_Material to process_
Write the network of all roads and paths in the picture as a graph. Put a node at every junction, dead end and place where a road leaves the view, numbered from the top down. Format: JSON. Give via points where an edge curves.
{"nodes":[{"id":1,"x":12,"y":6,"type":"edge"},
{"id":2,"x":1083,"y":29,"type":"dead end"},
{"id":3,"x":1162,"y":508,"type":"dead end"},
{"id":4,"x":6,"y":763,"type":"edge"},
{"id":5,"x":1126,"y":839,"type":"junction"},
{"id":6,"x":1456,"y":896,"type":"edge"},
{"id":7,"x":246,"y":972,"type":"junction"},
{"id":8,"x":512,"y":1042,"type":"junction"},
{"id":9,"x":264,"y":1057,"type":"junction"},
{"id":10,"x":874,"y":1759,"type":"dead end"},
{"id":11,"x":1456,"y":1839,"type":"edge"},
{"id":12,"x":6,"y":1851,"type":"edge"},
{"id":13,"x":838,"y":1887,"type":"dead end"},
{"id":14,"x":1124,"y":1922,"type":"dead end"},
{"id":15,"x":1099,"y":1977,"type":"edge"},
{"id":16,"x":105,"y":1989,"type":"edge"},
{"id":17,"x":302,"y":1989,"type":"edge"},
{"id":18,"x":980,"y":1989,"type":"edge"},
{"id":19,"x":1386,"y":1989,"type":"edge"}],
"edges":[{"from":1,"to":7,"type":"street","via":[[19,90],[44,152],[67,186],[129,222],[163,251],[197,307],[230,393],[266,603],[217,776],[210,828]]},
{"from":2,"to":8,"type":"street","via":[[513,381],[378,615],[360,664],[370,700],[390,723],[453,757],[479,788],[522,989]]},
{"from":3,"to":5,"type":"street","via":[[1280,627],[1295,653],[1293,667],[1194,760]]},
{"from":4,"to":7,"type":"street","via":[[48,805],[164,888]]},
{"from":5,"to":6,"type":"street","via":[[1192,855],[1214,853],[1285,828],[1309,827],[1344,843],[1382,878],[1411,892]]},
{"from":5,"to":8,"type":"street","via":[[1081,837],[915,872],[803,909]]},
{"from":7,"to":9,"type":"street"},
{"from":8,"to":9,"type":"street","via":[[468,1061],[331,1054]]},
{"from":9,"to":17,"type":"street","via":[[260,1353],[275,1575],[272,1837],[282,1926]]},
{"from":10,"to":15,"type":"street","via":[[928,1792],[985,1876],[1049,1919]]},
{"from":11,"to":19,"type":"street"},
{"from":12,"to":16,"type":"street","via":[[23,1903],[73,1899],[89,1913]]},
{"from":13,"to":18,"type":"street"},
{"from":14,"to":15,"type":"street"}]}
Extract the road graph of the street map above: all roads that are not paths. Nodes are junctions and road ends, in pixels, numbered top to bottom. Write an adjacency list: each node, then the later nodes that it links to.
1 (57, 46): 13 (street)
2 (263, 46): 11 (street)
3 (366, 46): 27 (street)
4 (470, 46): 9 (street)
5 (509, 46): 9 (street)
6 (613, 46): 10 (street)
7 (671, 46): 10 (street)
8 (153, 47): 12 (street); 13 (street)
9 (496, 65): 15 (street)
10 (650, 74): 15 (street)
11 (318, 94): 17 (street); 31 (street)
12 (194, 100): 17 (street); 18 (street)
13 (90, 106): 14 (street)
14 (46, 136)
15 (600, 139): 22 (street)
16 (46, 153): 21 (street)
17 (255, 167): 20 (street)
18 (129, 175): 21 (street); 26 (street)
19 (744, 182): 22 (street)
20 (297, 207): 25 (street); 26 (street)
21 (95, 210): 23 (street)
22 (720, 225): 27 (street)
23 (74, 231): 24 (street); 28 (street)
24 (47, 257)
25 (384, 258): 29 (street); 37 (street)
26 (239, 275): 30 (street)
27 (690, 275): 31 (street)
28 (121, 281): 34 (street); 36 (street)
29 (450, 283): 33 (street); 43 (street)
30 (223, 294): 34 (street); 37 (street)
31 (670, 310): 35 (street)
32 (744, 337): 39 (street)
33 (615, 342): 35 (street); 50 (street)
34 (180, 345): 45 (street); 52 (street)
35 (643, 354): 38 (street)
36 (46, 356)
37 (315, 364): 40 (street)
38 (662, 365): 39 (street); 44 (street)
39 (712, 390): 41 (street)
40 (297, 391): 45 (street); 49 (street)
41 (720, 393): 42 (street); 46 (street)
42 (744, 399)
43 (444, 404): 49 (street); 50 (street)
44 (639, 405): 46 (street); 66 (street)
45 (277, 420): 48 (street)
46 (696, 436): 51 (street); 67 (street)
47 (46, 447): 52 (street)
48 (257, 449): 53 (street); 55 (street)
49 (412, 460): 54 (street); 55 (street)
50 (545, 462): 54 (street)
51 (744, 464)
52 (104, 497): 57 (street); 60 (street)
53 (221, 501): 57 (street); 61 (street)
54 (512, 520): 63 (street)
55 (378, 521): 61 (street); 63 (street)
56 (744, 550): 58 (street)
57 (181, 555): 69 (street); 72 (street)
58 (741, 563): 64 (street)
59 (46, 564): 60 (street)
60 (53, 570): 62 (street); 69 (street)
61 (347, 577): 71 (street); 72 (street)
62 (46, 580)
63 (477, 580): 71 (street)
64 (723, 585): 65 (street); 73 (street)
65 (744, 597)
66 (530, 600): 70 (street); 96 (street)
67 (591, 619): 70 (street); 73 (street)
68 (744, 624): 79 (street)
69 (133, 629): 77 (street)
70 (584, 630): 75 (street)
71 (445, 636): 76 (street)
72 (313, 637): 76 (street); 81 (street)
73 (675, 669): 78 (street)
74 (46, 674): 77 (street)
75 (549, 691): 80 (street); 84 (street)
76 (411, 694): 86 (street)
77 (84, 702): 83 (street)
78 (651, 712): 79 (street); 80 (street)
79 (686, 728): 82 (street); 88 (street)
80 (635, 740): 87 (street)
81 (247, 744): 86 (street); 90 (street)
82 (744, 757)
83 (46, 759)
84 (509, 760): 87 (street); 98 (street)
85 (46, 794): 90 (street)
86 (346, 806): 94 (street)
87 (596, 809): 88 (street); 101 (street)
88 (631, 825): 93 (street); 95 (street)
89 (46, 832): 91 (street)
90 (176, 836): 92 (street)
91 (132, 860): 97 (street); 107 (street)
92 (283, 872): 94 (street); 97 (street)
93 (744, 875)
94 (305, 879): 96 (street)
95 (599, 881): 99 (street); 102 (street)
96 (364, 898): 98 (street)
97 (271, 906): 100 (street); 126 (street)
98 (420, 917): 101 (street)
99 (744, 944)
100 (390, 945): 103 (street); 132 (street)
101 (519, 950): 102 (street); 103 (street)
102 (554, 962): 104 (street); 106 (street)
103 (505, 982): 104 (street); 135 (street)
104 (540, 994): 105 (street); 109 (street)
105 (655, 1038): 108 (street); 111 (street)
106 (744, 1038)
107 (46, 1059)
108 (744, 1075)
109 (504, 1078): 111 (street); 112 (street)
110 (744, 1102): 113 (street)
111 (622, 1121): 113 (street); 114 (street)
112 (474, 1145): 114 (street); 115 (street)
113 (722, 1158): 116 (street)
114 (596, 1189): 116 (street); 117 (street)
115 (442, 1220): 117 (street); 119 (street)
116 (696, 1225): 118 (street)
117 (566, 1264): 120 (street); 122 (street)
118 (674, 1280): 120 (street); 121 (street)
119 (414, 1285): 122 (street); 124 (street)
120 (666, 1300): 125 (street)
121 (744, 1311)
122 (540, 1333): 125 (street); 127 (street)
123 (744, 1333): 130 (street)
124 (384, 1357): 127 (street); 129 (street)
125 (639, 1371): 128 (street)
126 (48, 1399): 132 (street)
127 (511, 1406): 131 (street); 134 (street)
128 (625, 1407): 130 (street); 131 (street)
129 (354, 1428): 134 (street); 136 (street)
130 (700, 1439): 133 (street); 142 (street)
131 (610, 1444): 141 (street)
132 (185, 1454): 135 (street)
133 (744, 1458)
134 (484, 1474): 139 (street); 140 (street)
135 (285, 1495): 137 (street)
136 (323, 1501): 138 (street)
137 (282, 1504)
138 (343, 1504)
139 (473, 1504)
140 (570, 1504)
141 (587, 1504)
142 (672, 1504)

_Action item_
Lines in the data that hold "roads" must be located and copied.

_Result of this exercise_
Write the network of all roads and paths in the picture as a graph. Put a node at every junction, dead end and place where a road leaves the view, numbered from the top down. Format: JSON. Give via points where an edge curves.
Extract the road graph of the street map above: all roads that are not paths. Nodes are junctions and road ends, in pixels, numbered top to bottom. Write an adjacency list: each node, then the later nodes that it links to.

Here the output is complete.